Production by sector
The divergent growth rates between industry and services may be linked to different trends in order books. While new business entries in the services sector continued to grow very strongly – recording the fifth highest monthly increase in demand seen in the past seven years despite a decline in overseas sales, growth in New orders in the manufacturing sector fell to their lowest level in a year, on sluggish domestic sales and nearly stalled exports. In both sectors, companies reported a drop in demand for services due to the war in Ukraine. However, while in services this has been offset by the further opening of the economy, in manufacturing many companies are reporting lingering additional Brexit-related issues.
Order books by sector
These diverging trends in new work inflows have in turn led to further divergence in backlogs by sector, which is an important indicator of how much work companies have on their books to maintain production and sales levels. employment in the months to come. Although backlogs increased in the service sector in March, backlogs in manufacturing fell for a second month.
Near-record job creation
Consistent with the diverging trend of accumulated backlogs, job creation in the service sector accelerated in March to one of the fastest rates ever recorded by the survey, but mass growth wage in the manufacturing sector has slowed.
Employment by sector
However, despite the slowdown in factory employment growth, the overall level of employment reported by the survey remained very robust by historical standards. With the exception of the surge in hiring seen after the 2021 shutdowns, the March job gain has not been surpassed since comparable survey data became available in 1998.

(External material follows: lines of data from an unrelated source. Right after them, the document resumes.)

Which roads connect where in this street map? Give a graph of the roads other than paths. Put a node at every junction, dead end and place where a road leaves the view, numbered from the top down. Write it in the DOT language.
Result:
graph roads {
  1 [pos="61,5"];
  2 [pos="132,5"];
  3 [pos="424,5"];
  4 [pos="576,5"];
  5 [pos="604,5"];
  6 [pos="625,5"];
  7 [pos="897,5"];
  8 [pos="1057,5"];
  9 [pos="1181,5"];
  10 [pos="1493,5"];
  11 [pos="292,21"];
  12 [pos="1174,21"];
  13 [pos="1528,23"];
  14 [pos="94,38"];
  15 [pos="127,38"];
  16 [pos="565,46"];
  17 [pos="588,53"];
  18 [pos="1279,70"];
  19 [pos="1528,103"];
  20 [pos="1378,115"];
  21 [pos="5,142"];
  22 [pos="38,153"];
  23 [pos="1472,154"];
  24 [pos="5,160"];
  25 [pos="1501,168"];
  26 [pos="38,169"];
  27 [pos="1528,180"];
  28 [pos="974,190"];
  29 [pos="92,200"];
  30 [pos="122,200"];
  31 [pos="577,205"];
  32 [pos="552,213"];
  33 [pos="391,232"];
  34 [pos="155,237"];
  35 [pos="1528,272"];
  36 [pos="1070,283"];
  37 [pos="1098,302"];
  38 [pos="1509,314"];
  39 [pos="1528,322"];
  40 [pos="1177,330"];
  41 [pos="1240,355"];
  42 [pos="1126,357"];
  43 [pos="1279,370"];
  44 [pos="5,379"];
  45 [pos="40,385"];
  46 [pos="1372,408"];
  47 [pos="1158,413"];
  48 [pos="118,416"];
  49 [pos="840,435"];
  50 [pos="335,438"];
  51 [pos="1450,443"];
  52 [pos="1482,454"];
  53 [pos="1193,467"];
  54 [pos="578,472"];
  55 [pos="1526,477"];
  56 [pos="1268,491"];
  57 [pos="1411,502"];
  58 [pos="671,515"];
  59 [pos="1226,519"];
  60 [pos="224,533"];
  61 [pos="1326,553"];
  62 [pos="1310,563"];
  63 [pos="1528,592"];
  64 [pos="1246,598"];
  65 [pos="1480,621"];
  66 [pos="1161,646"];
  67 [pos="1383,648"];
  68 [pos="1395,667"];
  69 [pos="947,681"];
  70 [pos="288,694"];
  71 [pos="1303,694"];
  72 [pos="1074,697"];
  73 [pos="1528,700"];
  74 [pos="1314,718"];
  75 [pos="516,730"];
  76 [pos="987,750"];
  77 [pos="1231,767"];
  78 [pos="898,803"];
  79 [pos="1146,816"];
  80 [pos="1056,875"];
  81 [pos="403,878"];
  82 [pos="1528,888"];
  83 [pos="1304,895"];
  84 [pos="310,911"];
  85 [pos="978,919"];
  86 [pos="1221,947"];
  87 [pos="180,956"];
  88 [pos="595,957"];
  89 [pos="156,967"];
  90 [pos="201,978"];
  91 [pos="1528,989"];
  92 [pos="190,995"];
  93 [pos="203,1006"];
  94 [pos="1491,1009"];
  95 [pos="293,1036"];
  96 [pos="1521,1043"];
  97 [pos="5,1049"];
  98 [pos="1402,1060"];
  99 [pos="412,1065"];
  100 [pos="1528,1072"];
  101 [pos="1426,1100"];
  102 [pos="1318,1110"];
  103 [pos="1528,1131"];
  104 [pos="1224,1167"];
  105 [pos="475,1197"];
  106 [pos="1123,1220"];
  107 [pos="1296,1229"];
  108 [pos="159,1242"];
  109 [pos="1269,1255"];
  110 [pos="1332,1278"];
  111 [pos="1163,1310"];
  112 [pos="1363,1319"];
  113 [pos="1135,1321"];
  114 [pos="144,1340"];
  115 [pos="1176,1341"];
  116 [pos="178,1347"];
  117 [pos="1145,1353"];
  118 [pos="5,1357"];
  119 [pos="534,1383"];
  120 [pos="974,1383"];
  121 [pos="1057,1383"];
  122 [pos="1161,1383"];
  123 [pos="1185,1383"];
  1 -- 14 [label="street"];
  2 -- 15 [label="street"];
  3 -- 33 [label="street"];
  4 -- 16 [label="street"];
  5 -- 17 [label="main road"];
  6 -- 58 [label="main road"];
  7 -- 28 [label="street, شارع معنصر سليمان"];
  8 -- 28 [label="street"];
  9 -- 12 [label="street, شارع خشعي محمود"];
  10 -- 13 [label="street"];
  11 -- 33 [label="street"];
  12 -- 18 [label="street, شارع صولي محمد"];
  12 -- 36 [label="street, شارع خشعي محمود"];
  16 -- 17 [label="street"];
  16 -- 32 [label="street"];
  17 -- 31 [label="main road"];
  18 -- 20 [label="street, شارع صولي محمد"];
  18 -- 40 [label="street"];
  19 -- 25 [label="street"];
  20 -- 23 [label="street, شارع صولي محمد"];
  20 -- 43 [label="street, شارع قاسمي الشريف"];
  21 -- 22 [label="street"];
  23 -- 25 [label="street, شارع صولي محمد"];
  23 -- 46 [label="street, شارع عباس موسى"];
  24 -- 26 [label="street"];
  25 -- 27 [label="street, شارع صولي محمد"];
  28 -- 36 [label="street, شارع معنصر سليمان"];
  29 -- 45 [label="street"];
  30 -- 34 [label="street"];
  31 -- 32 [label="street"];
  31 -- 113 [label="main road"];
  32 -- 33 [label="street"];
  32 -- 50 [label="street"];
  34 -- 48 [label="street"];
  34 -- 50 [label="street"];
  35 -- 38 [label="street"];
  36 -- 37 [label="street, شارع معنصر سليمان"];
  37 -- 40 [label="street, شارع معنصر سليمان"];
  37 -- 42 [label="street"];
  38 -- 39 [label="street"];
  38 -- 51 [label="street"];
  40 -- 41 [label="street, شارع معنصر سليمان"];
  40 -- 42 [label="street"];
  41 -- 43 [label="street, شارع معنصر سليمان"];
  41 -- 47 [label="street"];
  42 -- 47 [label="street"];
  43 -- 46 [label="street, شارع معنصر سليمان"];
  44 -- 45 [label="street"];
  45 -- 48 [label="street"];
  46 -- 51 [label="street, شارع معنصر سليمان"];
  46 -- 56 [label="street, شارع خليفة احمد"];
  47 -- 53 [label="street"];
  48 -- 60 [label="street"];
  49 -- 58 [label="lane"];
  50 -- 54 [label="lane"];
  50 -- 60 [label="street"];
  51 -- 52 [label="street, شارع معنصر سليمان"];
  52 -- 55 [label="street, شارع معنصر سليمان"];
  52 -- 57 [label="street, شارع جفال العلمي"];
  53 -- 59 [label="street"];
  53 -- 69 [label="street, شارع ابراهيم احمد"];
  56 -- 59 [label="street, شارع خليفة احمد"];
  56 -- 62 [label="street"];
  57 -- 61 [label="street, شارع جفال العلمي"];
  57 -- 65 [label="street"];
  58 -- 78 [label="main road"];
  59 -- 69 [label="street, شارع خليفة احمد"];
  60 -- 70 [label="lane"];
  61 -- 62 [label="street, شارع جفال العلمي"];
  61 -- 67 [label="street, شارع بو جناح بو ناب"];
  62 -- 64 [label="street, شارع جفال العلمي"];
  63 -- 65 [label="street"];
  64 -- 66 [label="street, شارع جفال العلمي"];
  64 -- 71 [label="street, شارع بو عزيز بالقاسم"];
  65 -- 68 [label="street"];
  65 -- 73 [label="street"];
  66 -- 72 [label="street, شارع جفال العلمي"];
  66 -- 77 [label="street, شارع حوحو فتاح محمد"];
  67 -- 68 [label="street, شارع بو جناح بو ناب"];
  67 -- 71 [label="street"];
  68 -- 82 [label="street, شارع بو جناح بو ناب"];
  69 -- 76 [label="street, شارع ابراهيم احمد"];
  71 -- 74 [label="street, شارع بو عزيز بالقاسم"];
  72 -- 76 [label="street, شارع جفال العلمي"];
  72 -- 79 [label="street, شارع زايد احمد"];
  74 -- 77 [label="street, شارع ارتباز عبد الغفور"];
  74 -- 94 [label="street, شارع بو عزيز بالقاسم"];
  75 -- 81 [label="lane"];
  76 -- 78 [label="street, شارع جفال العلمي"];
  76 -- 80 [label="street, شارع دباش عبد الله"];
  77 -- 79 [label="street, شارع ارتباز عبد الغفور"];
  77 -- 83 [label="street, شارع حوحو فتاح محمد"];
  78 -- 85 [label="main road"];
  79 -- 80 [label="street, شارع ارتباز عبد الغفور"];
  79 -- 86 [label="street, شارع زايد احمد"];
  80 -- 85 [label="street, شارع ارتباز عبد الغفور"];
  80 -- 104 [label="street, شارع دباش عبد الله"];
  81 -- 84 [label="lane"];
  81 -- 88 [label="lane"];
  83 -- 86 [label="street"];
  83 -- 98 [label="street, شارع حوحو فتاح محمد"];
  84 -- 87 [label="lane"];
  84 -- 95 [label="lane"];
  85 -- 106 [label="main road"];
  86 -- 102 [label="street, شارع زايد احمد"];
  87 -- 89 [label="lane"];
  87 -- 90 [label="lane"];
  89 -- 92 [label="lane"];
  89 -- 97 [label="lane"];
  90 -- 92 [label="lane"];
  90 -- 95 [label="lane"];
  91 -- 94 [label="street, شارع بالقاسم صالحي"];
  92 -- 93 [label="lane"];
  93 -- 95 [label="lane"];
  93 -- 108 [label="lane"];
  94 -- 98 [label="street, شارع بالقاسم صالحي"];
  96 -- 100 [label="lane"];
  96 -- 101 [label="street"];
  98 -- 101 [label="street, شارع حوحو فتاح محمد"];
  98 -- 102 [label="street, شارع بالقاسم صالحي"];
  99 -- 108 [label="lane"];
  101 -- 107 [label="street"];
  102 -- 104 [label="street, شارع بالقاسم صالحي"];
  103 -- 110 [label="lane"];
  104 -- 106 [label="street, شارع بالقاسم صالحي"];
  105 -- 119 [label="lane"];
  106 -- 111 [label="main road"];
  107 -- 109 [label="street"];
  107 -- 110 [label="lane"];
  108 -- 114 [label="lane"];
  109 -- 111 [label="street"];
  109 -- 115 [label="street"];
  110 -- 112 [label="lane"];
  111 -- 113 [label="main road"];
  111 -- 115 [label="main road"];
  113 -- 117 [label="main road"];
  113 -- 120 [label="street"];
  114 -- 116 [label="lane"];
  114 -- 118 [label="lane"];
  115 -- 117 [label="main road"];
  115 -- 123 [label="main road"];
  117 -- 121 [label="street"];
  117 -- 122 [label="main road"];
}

Jobs vs Labor Force Survey Jobs
Supply delays fall to lowest level in 17 months
The March survey also showed an easing of supply constraints, with the net number of manufacturers reporting delays falling to the lowest since October 2020. However, material prices continued to rise sharply, the rate of inflation accelerating in March. Many supply lines remained disrupted – made worse by China’s latest lockdowns and the war – giving pricing power to suppliers. Soaring energy prices have also increased business costs.
Manufacturing supply chains and input prices
Unprecedented price increase
These higher costs have translated into higher selling prices in the manufacturing sector, although the rate of inflation remains below recent record highs. Sales price inflation in the services sector also accelerated, supported by input purchase costs, rising wage bills and soaring energy prices to the highest ever. recorded by the survey.
Sales price inflation by sector
Measured across both sectors, the increase in selling prices of goods and services in March was well above any previous increase in the 25 survey years, and points to a further – potentially sharp – acceleration in inflation. consumer prices in the coming months.
PMI Selling Price and Consumer Price Inflation
War in Ukraine darkens business outlook
Anecdotal evidence from the survey revealed some initial impact from the war in Ukraine on current levels of production and demand, where there was a more noticeable impact on business confidence in the outlook. Expectations for future production have been cut to the lowest since October 2020 as concerns over the dispute have heightened existing concerns over Brexit, supply chains, prices and economic growth. Expectations for output growth over the coming year have fallen to the lowest since January 2021 in the manufacturing sector and the lowest since October 2020 in the services sector.
Future production expectations
Editor’s note: The summary bullet points for this article were chosen by the Seeking Alpha editors.